In some embodiments, the extended depth velocity model (213) goes through further quality control criteria to be validated. In that regard, further quality control criteria may include defining the model as validated if a coherency of the extended depth velocity model (213) is greater than a coherency threshold, in accordance with one or more embodiments. If several depth sonic logs are available in the region of interest (102), the quality control criteria may further include performing a well log analysis for each well. Then, the extended depth velocity model (213) may be considered as validated if all the well log validations are “positive” (i.e., within given similarity thresholds). In other implementations, extended depth velocity model (213) may be considered as validated if a ratio between the number of positive well log validations and the number of negative well log validations is greater than or equal to a predefined well log ratio threshold. If the extended depth velocity model (213) is validated, the extended depth velocity model (213) is used in a migration algorithm, included in the seismic processing software (325), to compute a depth image (327) of the subsurface (103). If the extended depth velocity model (213) is not validated, further analysis may be performed in order to determine why the extended depth velocity model (213) is inaccurate (according to the quality control criteria) and an action may be taken to alter or re-compute the extended depth velocity model (213). In some embodiments, the action includes further post-processing performed on the extended depth velocity model (213) including multiplying the extended depth velocity model (213) by a three-dimensional scalar to force the extended depth velocity model (213) to be similar to the depth sonic logs around the well locations. In other embodiments, the AI model (211) may be re-trained or fine-tuned using a different set of hyperparameters than the ones that were used to previously train the AI model (211).
The seismic interpretation system (330) is used by geoscientists, seismic interpreters, and exploration teams to analyze the depth image (327) and the extended depth velocity model (213). The seismic interpretation system (330) includes a workstation (331) that allows seismic interpreters to visualize the depth image (327) and the extended depth velocity model (213). Seismic interpreters may use interpretation software (333), hosted and run on the workstation (331), to perform various interpretation tasks. An example of an interpretation task includes interpreting key geological horizons within the depth image (327) that delimit stratigraphic layers, boundaries, and structural features of the subsurface (103). In that respect, the interpretation software (333) may be equipped with various horizon picking tools, such as, for example, a hand-picking tool that allows a seismic interpreter to draw lines on the depth image (327) and an automatic horizon tracking algorithm. An automatic horizon tracking algorithm allows an interpreter to pick a geological event at a limited number of discreet points, called seed points, in the depth image (327) and then let the automatic horizon tracking algorithm track the geological event from these seed points, resulting in a horizon. In some embodiments, the interpretation software (333) further includes a machine learning model that receives a depth image as input and returns, as output, a horizon, or a piece of a horizon.

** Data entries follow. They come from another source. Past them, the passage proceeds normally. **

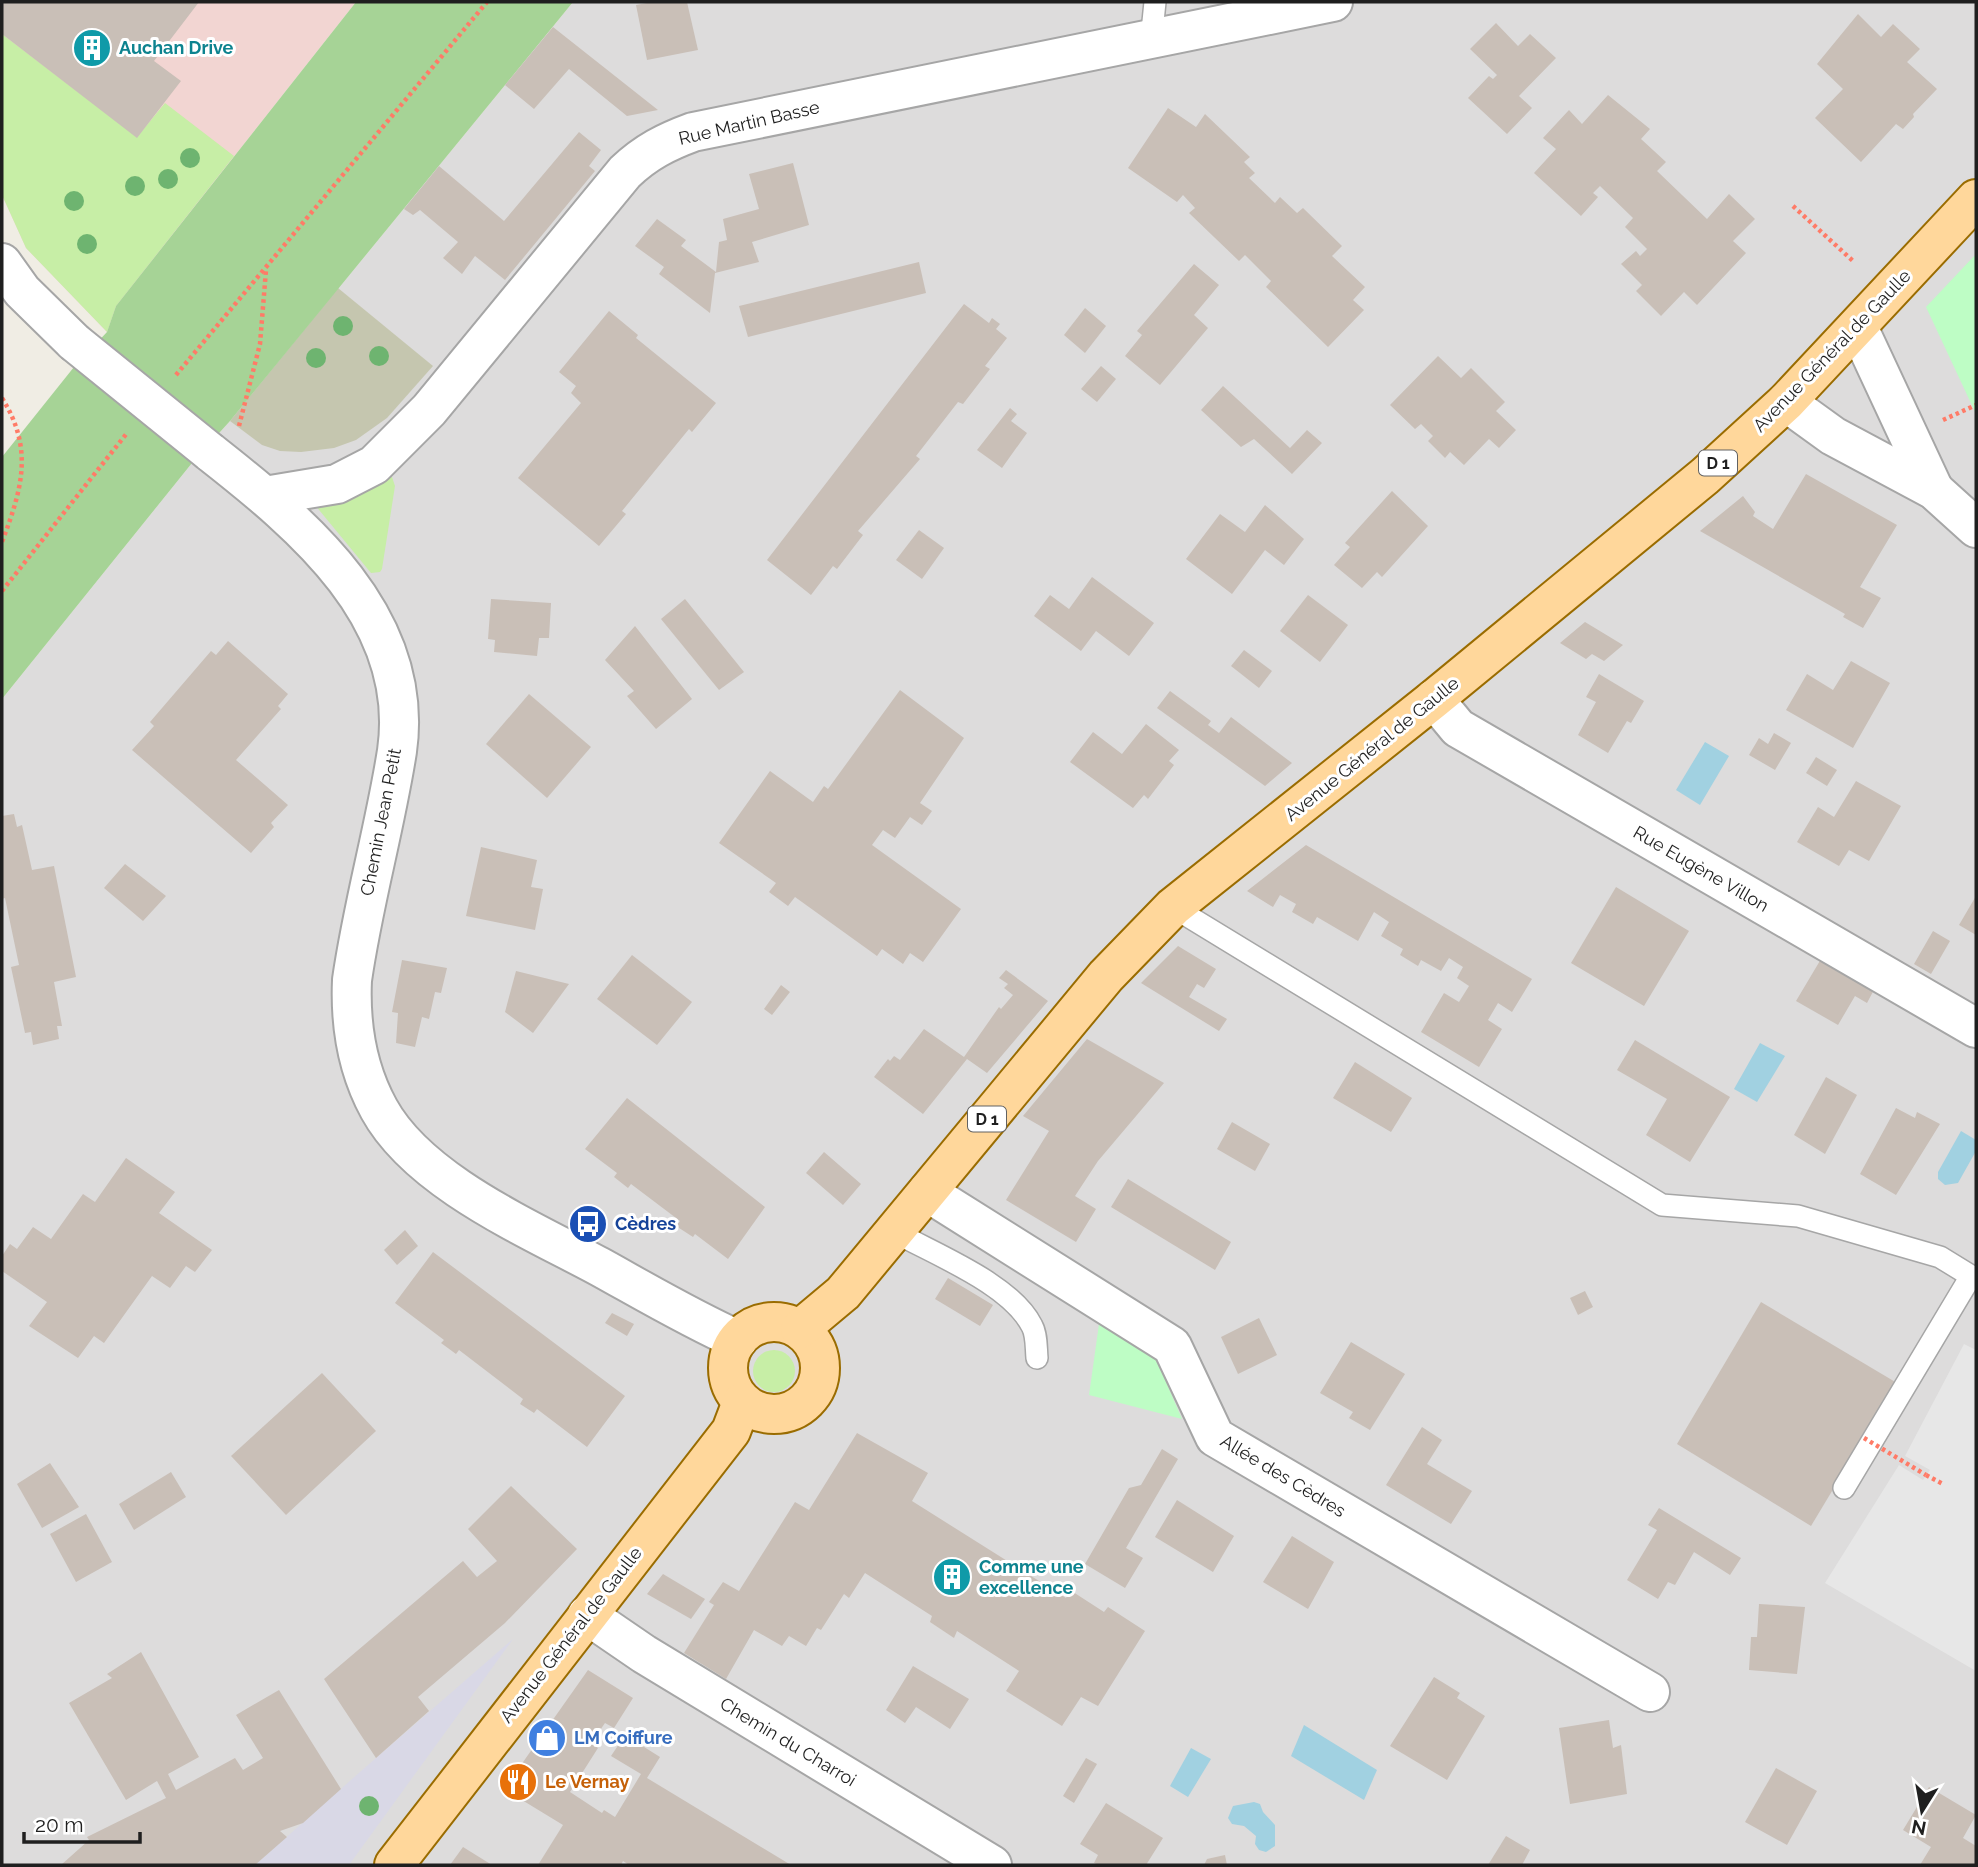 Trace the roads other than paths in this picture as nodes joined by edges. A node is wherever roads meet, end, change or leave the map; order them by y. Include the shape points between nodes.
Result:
1 (1155, 2) edge
2 (1333, 2) edge
3 (1151, 41) junction
4 (1976, 199) edge
5 (9, 287) edge
6 (1858, 327) junction
7 (1786, 402) junction
8 (1934, 490) junction
9 (265, 496) junction
10 (1976, 528) edge
11 (1434, 699) junction
12 (1172, 908) junction
13 (1976, 1028) edge
14 (927, 1192) junction
15 (895, 1232) junction
16 (1974, 1278) edge
17 (800, 1329) junction
18 (738, 1340) junction
19 (1037, 1358) dead end
20 (742, 1402) junction
21 (1844, 1488) dead end
22 (587, 1615) junction
23 (1650, 1692) dead end
24 (394, 1865) edge
25 (992, 1865) edge

1 - 3 lane
2 - 3 street, Rue Martin Basse
3 - 9 street, Rue Martin Basse via 693,132 666,142 625,172 429,410 374,465 337,484
4 - 6 main road, Avenue Général de Gaulle / D 1
5 - 9 street, Chemin Jean Petit, bridge via 74,342 224,440
6 - 7 main road, Avenue Général de Gaulle / D 1
6 - 8 street
7 - 8 street via 1833,436
7 - 11 main road, Avenue Général de Gaulle / D 1 via 1705,476
8 - 10 street
9 - 18 street, Chemin Jean Petit via 347,580 386,644 393,671 397,749 356,953 351,1016 359,1060 379,1109 409,1148 466,1191 696,1321
11 - 12 main road, Avenue Général de Gaulle / D 1
11 - 13 street, Rue Eugène Villon via 1458,727
12 - 14 main road, Avenue Général de Gaulle / D 1 via 1106,976
12 - 16 lane via 1662,1205 1798,1216 1940,1257
14 - 15 main road, Avenue Général de Gaulle / D 1
14 - 23 street, Allée des Cèdres via 1172,1346 1215,1437
15 - 17 main road, Avenue Général de Gaulle / D 1 via 843,1293
15 - 19 lane via 1005,1293 1034,1329
16 - 21 lane
17 - 18 main road via 770,1322 755,1326
17 - 20 main road via 818,1353 820,1376 811,1397 785,1414 762,1413
18 - 20 main road via 728,1360 728,1375
20 - 22 main road, Avenue Général de Gaulle via 730,1431
22 - 24 main road, Avenue Général de Gaulle
22 - 25 street, Chemin du Charroi via 643,1654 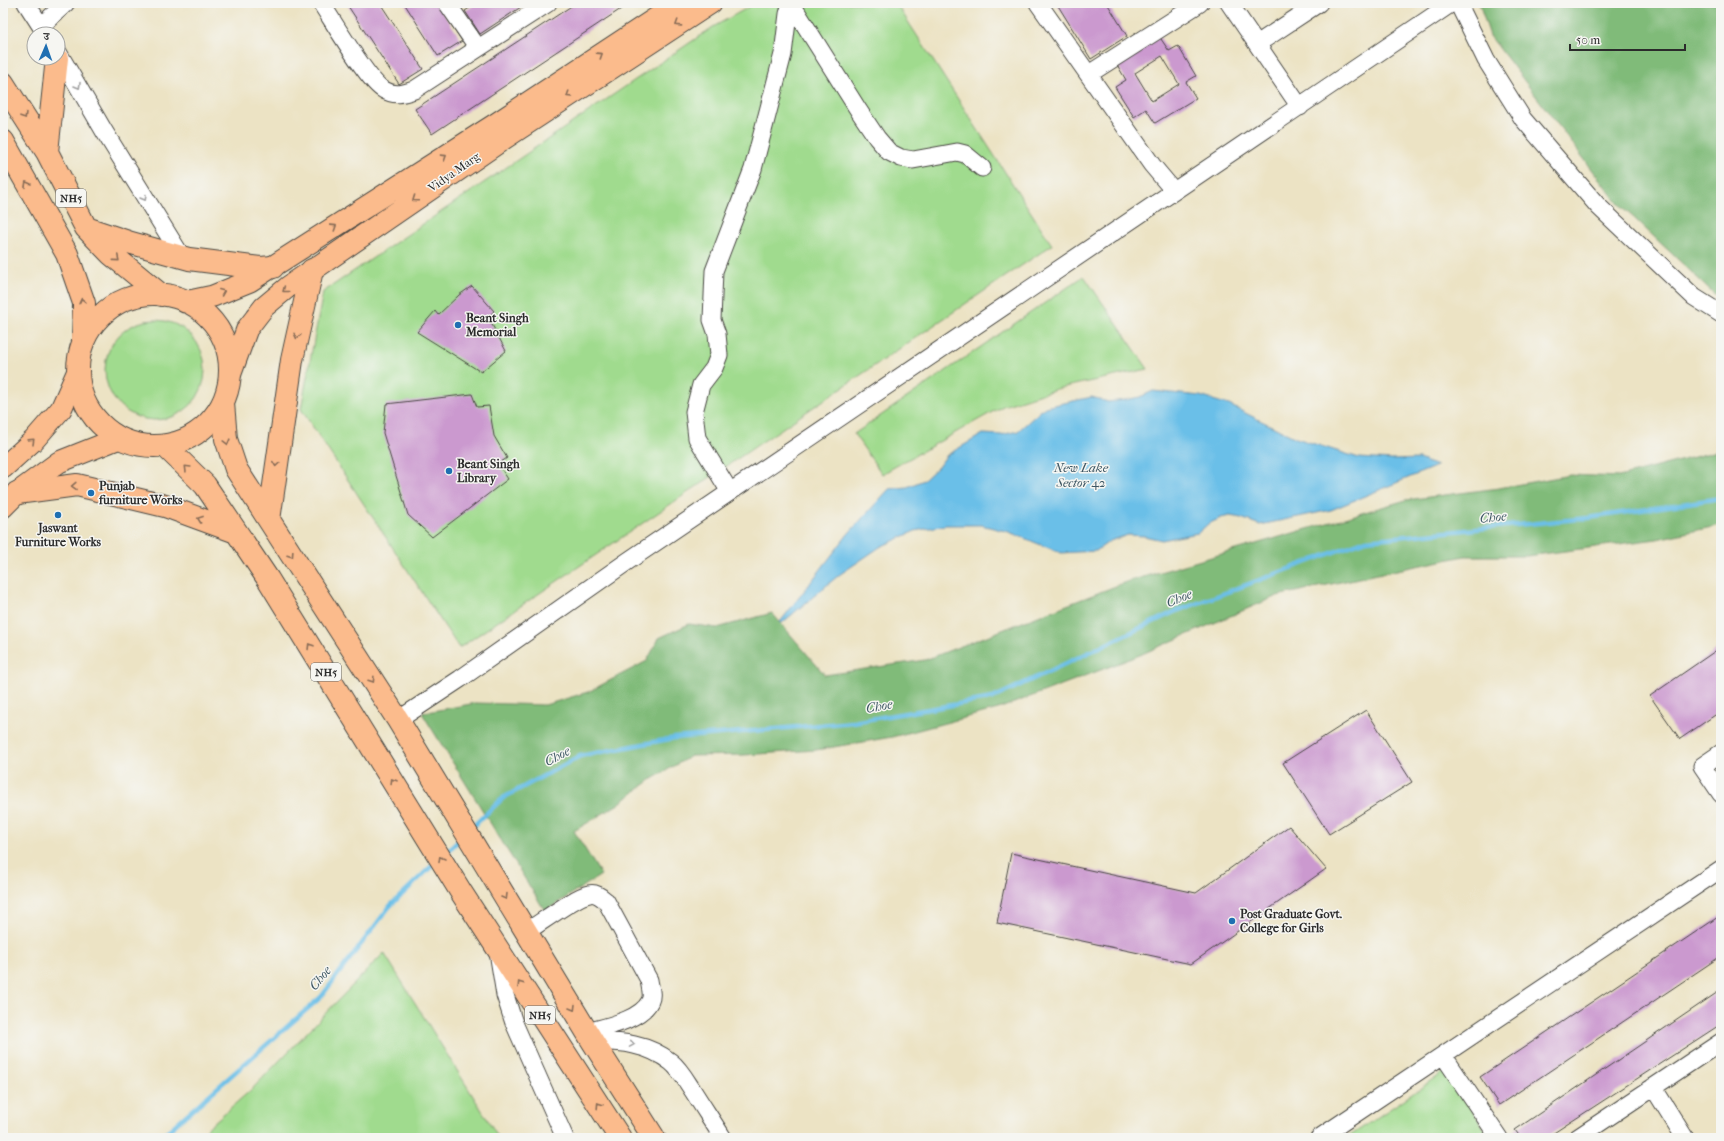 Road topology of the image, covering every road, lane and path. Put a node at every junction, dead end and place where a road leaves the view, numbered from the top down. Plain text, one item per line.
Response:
1 (26, 3) edge
2 (66, 3) edge
3 (321, 3) edge
4 (447, 3) edge
5 (548, 3) edge
6 (678, 3) edge
7 (711, 3) edge
8 (791, 3) edge
9 (1038, 3) edge
10 (1200, 3) edge
11 (1229, 3) edge
12 (1319, 3) edge
13 (1452, 3) edge
14 (1458, 3) edge
15 (41, 26) edge
16 (47, 26) edge
17 (1257, 44) junction
18 (478, 48) junction
19 (56, 66) edge
20 (66, 66) edge
21 (1089, 74) junction
22 (3, 83) edge
23 (1300, 107) junction
24 (5, 150) edge
25 (47, 152) junction
26 (982, 168) dead end
27 (1174, 190) junction
28 (86, 228) junction
29 (182, 257) junction
30 (273, 267) junction
31 (312, 270) junction
32 (161, 295) junction
33 (185, 302) junction
34 (1721, 314) edge
35 (83, 340) junction
36 (77, 373) junction
37 (231, 373) junction
38 (223, 403) junction
39 (117, 439) junction
40 (165, 446) junction
41 (3, 468) edge
42 (730, 492) junction
43 (10, 500) edge
44 (269, 520) junction
45 (236, 532) junction
46 (398, 720) junction
47 (1721, 753) edge
48 (1721, 794) edge
49 (1721, 869) edge
50 (526, 932) junction
51 (497, 948) junction
52 (590, 1037) junction
53 (1721, 1042) edge
54 (1442, 1055) junction
55 (1652, 1087) junction
56 (565, 1138) edge
57 (620, 1138) edge
58 (654, 1138) edge
59 (723, 1138) edge
60 (1320, 1138) edge
61 (1499, 1138) edge
62 (1577, 1138) edge
63 (1685, 1138) edge

1 - 15 street
2 - 16 street
3 - 18 street
4 - 18 street
5 - 18 street
30 -> 6 main road, Vidya Marg
7 -> 31 main road, Vidya Marg
8 - 26 street
8 - 42 street
9 - 21 street
10 - 21 street
11 - 17 street
12 - 17 street
13 - 23 street
14 - 34 street
17 - 23 street
19 - 25 highway
20 -> 29 street
21 - 27 street
22 -> 25 highway, NH5 / NH5
23 - 27 street
35 -> 24 highway, NH5
25 - 28 highway, NH5 / NH5
27 - 42 street
28 - 29 highway
28 -> 32 highway, NH5 / NH5
29 - 30 highway
33 -> 30 main road, Vidya Marg
31 -> 37 main road, Vidya Marg
31 -> 44 highway
32 - 33 highway, NH5
32 - 35 highway, NH5
33 - 37 highway, NH5
35 - 36 highway, NH5
36 - 39 highway, NH5
41 -> 36 main road
37 - 38 highway, NH5
38 - 40 highway, NH5
38 -> 44 highway, NH5 / NH5
39 - 40 highway, NH5
39 - 43 main road
45 -> 40 highway, NH5 / NH5
42 - 46 street
45 -> 43 highway
44 -> 46 highway, NH5 / NH5
51 -> 45 highway, NH5 / NH5
46 -> 50 highway, NH5
47 - 48 street
49 - 54 street
50 -> 52 highway, NH5
50 - 52 street
51 - 56 street
57 -> 51 highway, NH5 / NH5
52 - 58 highway, NH5
52 -> 59 street
53 - 55 street
54 - 60 street
54 - 61 street
55 - 62 street
55 - 63 street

Examples of interpretation tasks further include computing seismic attributes of the depth image (327), such as a frequency, a gradient, an envelope, or a coherency. The workstation (331) may further include peripherals such as a monitor, a keyboard, a mouse, and a graphic tablet that enable efficient interaction between seismic interpreters to interact with the interpretation software (333).
In one or more embodiments, a well-tie analysis is performed as a quality control procedure to validate the extended depth velocity model (213). In cases where a well exists in the region of interest (102) and a well marker is available for a geological event for the well, a horizon may be interpreted on the depth image (327). In these cases, the horizon tracks the geological event in the vicinity of the well. As such, a depth mismatch may be computed as an absolute value of a difference between the horizon at the well location and the well marker depth. In one or more embodiments, the depth mismatch is compared against a pre-defined depth matching threshold. Then, the horizon is considered as close to the well marker depth if the depth mismatch is less than or equal to the depth matching threshold, or not close if the depth mismatch is greater than the depth matching threshold. The depth matching threshold may be defined, for instance, as an arbitrary value or as a percentage of the well marker depth (e.g., one percent of the well marker depth). In some scenarios, determining that the horizon is considered close to the well marker depth validates the depth image (327) to be used in the seismic interpretation system (330) to localize a hydrocarbon reservoir within the subsurface (103). In scenarios where the horizon is not close to the well marker depth, the extended depth velocity model (213) and depth image (327) may be sent back to the seismic processing system (320) for further quality control or refinements.
Results of the interpretation tasks may enable seismic interpreters to locate a potential hydrocarbon reservoir in the subsurface (103) and produce a reservoir map (335) for the potential hydrocarbon reservoir. In one or more embodiments, localization of the potential hydrocarbon reservoir and production of the reservoir map (335), may further be based on external data (324). Examples of external data (324) include well-log data, geological knowledge, and other geophysical information of the subsurface (103) below the region of interest (102).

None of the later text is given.